Thursday, July 30, 2015

GOLDFINGER

GOLDFINGER (1964). Director: Guy Hamilton.

"I don't expect you to talk, Mr. Bond, I expect you to die." 

In the third and one of the very best of the James Bond movies, 007 (Sean Connery) must go up against cheat and murderer Auric Goldfinger (Gert Frobe), who has concocted a wild plan to loot Fort Knox -- although his plot has a cleverer and more sinister edge to it. Along the way he encounters Jill Masterson (Shirley Eaton of The Million Eyes of Sumuru), a pretty associate of Goldfinger's who winds up smothered in gold paint; her vengeful sister, Tilly (Tani Mallet); the oddly likable, supremely confidant, if completely homicidal Oddjob (Harold Sakata), who can behead statues with his hat; the cool, competent pilot Pussy Galore (Honor Blackman of The Glass Tomb); and a granny who fires a machine gun at Bond as he races by in his fancy auto. Martin Benson [The Cosmic Monsters] appears as a hood named "Solo" who turns out to have a "pressing engagement" in a car-pressing machine. Stand-out sequences include the bit with Bond's private parts menaced by an approaching laser beam as he lies helpless on a table (Connery is convincingly apprehensive during this scene), and the equally suspenseful climax inside Fort Knox with Bond battling Oddjob as a bomb keeps ticking away. Connery is excellent as Bond, and Frobe is simply superb as Goldfinger, one of the most memorable -- if not the most memorable -- of all Bond villains. Goldfinger can be illogical at times -- surely the good guys could have come up with a way of keeping the bomb out of Fort Knox! -- but it's consistently entertaining, fast-paced, and well-acted, with a pip of an epilogue, everything awash in a fine score by John Barry, including the title tune warbled by Shirley Bassey.
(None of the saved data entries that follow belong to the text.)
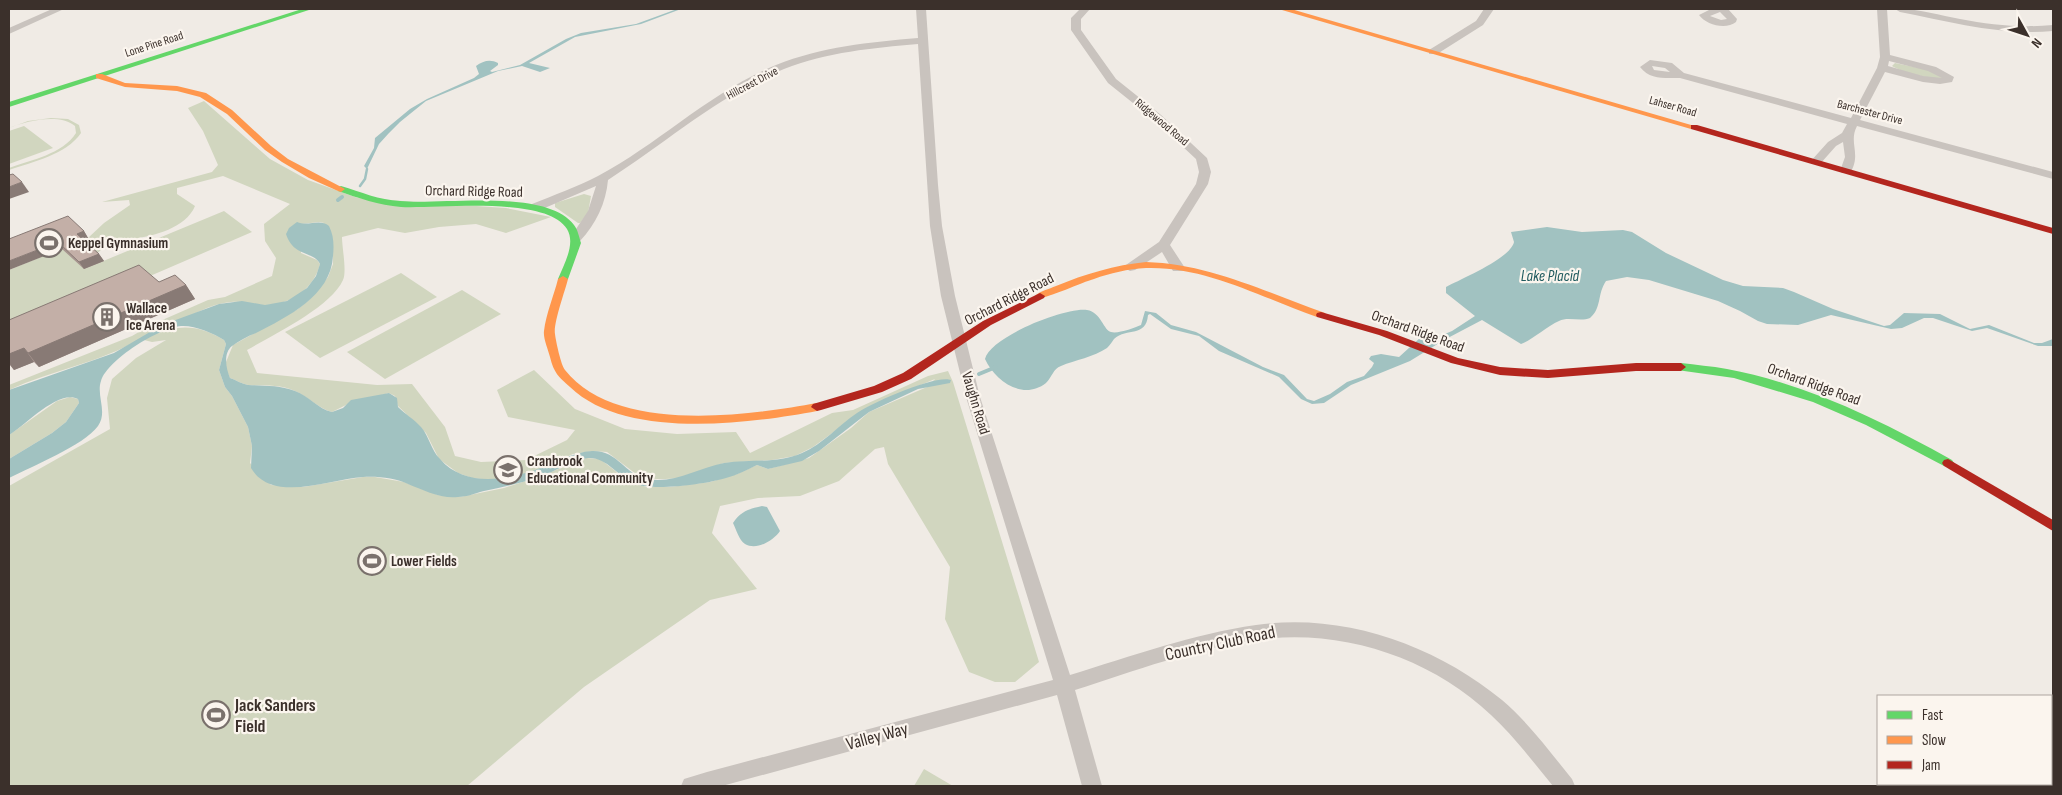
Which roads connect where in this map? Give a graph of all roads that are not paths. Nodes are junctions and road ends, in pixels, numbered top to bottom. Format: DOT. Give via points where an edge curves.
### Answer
graph roads {
  1 [pos="59,9"];
  2 [pos="308,9"];
  3 [pos="921,9"];
  4 [pos="1085,9"];
  5 [pos="1284,9"];
  6 [pos="1489,9"];
  7 [pos="1719,9"];
  8 [pos="1723,9"];
  9 [pos="1882,9"];
  10 [pos="1900,9"];
  11 [pos="2053,28"];
  12 [pos="9,31"];
  13 [pos="923,41"];
  14 [pos="1433,52"];
  15 [pos="1884,62"];
  16 [pos="1680,75"];
  17 [pos="100,76"];
  18 [pos="9,106"];
  19 [pos="1853,121"];
  20 [pos="1847,135"];
  21 [pos="1816,162"];
  22 [pos="1846,171"];
  23 [pos="2053,176"];
  24 [pos="602,179"];
  25 [pos="536,207"];
  26 [pos="2053,231"];
  27 [pos="576,238"];
  28 [pos="1164,245"];
  29 [pos="1130,267"];
  30 [pos="1178,268"];
  31 [pos="959,342"];
  32 [pos="2053,526"];
  33 [pos="1064,685"];
  34 [pos="691,786"];
  35 [pos="1092,786"];
  36 [pos="1565,786"];
  1 -- 12 [label="street"];
  2 -- 17 [label="street, Lone Pine Road"];
  3 -- 13 [label="street, Vaughn Road"];
  4 -- 28 [label="street, Ridgewood Road" via="1076,18 1076,30 1102,68 1119,87 1201,158 1205,172 1202,184"];
  5 -- 14 [label="street, Lahser Road"];
  6 -- 14 [label="street" via="1480,24"];
  7 -- 8 [label="street" via="1704,15 1720,23 1731,22"];
  9 -- 15 [label="street"];
  10 -- 11 [label="street" via="1990,26"];
  13 -- 24 [label="street, Hillcrest Drive" via="838,50 779,68 703,111"];
  13 -- 31 [label="street, Vaughn Road" via="936,226"];
  14 -- 21 [label="street, Lahser Road"];
  15 -- 15 [label="street" via="1932,80 1948,80 1949,77 1932,68"];
  15 -- 19 [label="street"];
  16 -- 19 [label="street, Barchester Drive"];
  17 -- 18 [label="street, Lone Pine Road"];
  17 -- 25 [label="street, Orchard Ridge Road" via="117,85 168,86 201,93 292,166 366,196 419,205"];
  19 -- 20 [label="street"];
  19 -- 23 [label="street, Barchester Drive"];
  20 -- 21 [label="street" via="1832,144"];
  20 -- 22 [label="street" via="1850,157"];
  21 -- 22 [label="street, Lahser Road"];
  22 -- 26 [label="street, Lahser Road"];
  24 -- 25 [label="street, Hillcrest Drive"];
  24 -- 27 [label="street" via="600,194 586,228"];
  25 -- 27 [label="street, Orchard Ridge Road" via="562,219"];
  27 -- 31 [label="street, Orchard Ridge Road" via="572,257 550,311 547,333 550,354 561,375 573,387 593,400 628,413 663,419 706,420 824,406 892,384"];
  28 -- 29 [label="street, Ridgewood Road"];
  28 -- 30 [label="street"];
  29 -- 30 [label="street, Orchard Ridge Road"];
  29 -- 31 [label="street, Orchard Ridge Road" via="1050,292 987,323"];
  30 -- 32 [label="street, Orchard Ridge Road" via="1224,280 1462,363 1510,372 1559,374 1635,366 1682,367 1763,381 1822,400 1886,429"];
  31 -- 33 [label="street, Vaughn Road"];
  33 -- 34 [label="street, Valley Way"];
  33 -- 35 [label="street, Vaughn Road"];
  33 -- 36 [label="street, Country Club Road" via="1158,656 1259,632 1316,631 1377,642 1428,660 1472,688 1512,723"];
}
Verdict: They don't make Bond films like this anymore! ***1/2.

2 comments:

  1. Agreed, this is the very best of the entire series. Classy and slick. The death of the Shirley Eaton character is iconic, as is Bassey's rendition of the song. Mr. Connery was obviously still having a blast playing the character...which he would soon tire of...but that would lead to a whole parade of James Bonds, not necessarily a bad thing.

    ReplyDelete
  2. I loved Sean Connery in the role but also enjoyed Timothy Dalton, think Daniel Craig is excellent, and Roger Moore was fun as a more comic interpretation. I even liked George Lazenby in "On Her Majesty's Secret Service." Did I leave someone out? Yes, I can't remember his name just this second but I thought he wasn't too bad, if not quite as good as the others. Pierce something or other? Pierce Brosnen!